*** WORKING DATA Section Begins ***

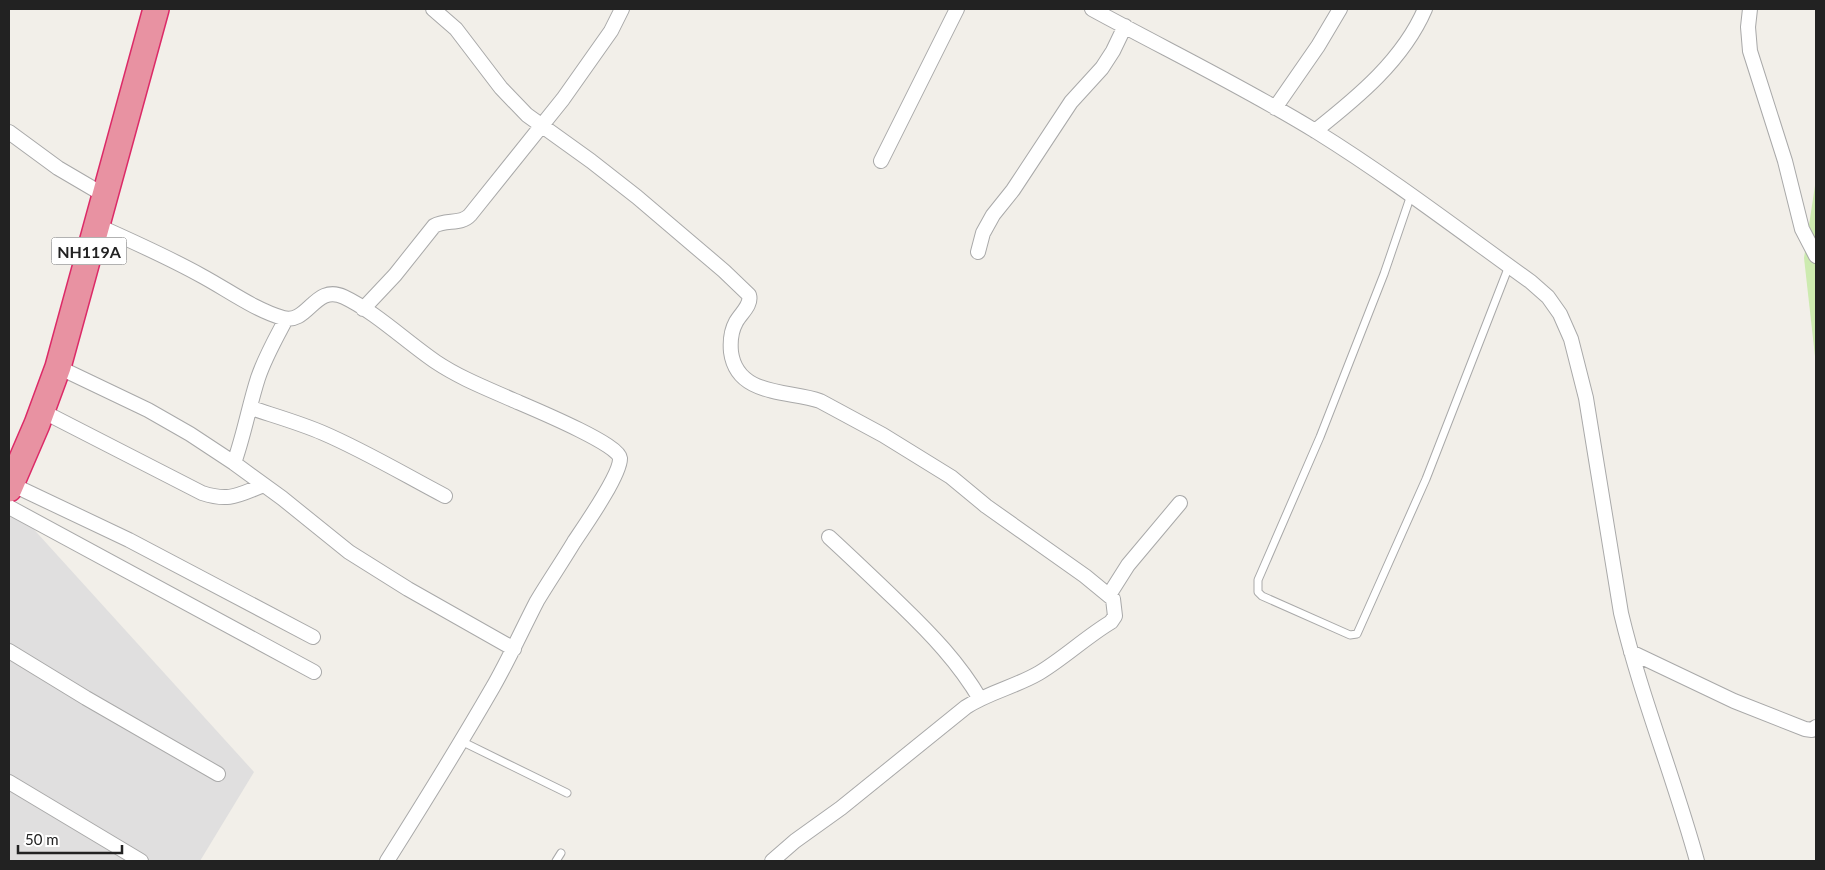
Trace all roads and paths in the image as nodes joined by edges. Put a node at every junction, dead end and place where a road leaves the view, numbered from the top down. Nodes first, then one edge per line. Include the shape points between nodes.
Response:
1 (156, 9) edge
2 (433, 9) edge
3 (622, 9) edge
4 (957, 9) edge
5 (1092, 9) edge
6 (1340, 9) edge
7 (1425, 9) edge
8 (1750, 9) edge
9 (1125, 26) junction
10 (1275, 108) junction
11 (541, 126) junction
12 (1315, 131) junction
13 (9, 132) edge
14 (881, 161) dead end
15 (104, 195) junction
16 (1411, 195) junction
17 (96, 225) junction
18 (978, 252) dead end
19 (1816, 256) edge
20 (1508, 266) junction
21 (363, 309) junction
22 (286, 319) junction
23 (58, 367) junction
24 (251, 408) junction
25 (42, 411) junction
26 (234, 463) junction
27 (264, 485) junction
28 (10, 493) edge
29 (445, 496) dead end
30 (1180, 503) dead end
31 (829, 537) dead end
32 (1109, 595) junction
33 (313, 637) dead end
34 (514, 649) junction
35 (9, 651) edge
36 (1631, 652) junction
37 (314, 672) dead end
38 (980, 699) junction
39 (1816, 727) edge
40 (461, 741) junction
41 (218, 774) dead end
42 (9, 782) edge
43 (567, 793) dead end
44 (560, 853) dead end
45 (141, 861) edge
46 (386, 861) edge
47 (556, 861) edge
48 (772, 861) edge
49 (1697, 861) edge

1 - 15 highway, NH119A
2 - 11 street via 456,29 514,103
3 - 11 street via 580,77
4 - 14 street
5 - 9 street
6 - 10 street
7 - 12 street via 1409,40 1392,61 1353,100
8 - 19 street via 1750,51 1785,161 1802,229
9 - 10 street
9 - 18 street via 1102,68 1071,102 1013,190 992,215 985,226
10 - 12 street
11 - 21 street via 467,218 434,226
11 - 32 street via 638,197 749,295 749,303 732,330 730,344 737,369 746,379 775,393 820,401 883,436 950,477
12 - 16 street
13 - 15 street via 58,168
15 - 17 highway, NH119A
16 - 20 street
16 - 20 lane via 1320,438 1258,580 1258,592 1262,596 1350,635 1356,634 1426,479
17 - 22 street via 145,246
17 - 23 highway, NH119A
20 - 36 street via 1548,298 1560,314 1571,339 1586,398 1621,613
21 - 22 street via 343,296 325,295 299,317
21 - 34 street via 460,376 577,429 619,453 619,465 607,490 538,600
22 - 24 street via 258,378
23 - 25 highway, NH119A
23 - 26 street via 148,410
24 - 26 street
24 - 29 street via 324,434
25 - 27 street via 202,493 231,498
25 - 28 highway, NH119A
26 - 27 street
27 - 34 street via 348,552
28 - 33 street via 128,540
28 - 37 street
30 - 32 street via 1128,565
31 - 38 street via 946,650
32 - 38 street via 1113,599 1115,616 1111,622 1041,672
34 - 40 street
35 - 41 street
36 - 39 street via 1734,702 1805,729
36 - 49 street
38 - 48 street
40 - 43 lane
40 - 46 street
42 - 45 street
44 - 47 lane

*** WORKING DATA Section Ends ***

- _WORK TO COMPLETE_: Reproduce every record in full. Leave out the images.

- _SOLUTION TO THIS EXERCISE_:
Trace all roads and paths in the image as nodes joined by edges. Put a node at every junction, dead end and place where a road leaves the view, numbered from the top down. Nodes first, then one edge per line. Include the shape points between nodes.
Response:
1 (156, 9) edge
2 (433, 9) edge
3 (622, 9) edge
4 (957, 9) edge
5 (1092, 9) edge
6 (1340, 9) edge
7 (1425, 9) edge
8 (1750, 9) edge
9 (1125, 26) junction
10 (1275, 108) junction
11 (541, 126) junction
12 (1315, 131) junction
13 (9, 132) edge
14 (881, 161) dead end
15 (104, 195) junction
16 (1411, 195) junction
17 (96, 225) junction
18 (978, 252) dead end
19 (1816, 256) edge
20 (1508, 266) junction
21 (363, 309) junction
22 (286, 319) junction
23 (58, 367) junction
24 (251, 408) junction
25 (42, 411) junction
26 (234, 463) junction
27 (264, 485) junction
28 (10, 493) edge
29 (445, 496) dead end
30 (1180, 503) dead end
31 (829, 537) dead end
32 (1109, 595) junction
33 (313, 637) dead end
34 (514, 649) junction
35 (9, 651) edge
36 (1631, 652) junction
37 (314, 672) dead end
38 (980, 699) junction
39 (1816, 727) edge
40 (461, 741) junction
41 (218, 774) dead end
42 (9, 782) edge
43 (567, 793) dead end
44 (560, 853) dead end
45 (141, 861) edge
46 (386, 861) edge
47 (556, 861) edge
48 (772, 861) edge
49 (1697, 861) edge

1 - 15 highway, NH119A
2 - 11 street via 456,29 514,103
3 - 11 street via 580,77
4 - 14 street
5 - 9 street
6 - 10 street
7 - 12 street via 1409,40 1392,61 1353,100
8 - 19 street via 1750,51 1785,161 1802,229
9 - 10 street
9 - 18 street via 1102,68 1071,102 1013,190 992,215 985,226
10 - 12 street
11 - 21 street via 467,218 434,226
11 - 32 street via 638,197 749,295 749,303 732,330 730,344 737,369 746,379 775,393 820,401 883,436 950,477
12 - 16 street
13 - 15 street via 58,168
15 - 17 highway, NH119A
16 - 20 street
16 - 20 lane via 1320,438 1258,580 1258,592 1262,596 1350,635 1356,634 1426,479
17 - 22 street via 145,246
17 - 23 highway, NH119A
20 - 36 street via 1548,298 1560,314 1571,339 1586,398 1621,613
21 - 22 street via 343,296 325,295 299,317
21 - 34 street via 460,376 577,429 619,453 619,465 607,490 538,600
22 - 24 street via 258,378
23 - 25 highway, NH119A
23 - 26 street via 148,410
24 - 26 street
24 - 29 street via 324,434
25 - 27 street via 202,493 231,498
25 - 28 highway, NH119A
26 - 27 street
27 - 34 street via 348,552
28 - 33 street via 128,540
28 - 37 street
30 - 32 street via 1128,565
31 - 38 street via 946,650
32 - 38 street via 1113,599 1115,616 1111,622 1041,672
34 - 40 street
35 - 41 street
36 - 39 street via 1734,702 1805,729
36 - 49 street
38 - 48 street
40 - 43 lane
40 - 46 street
42 - 45 street
44 - 47 lane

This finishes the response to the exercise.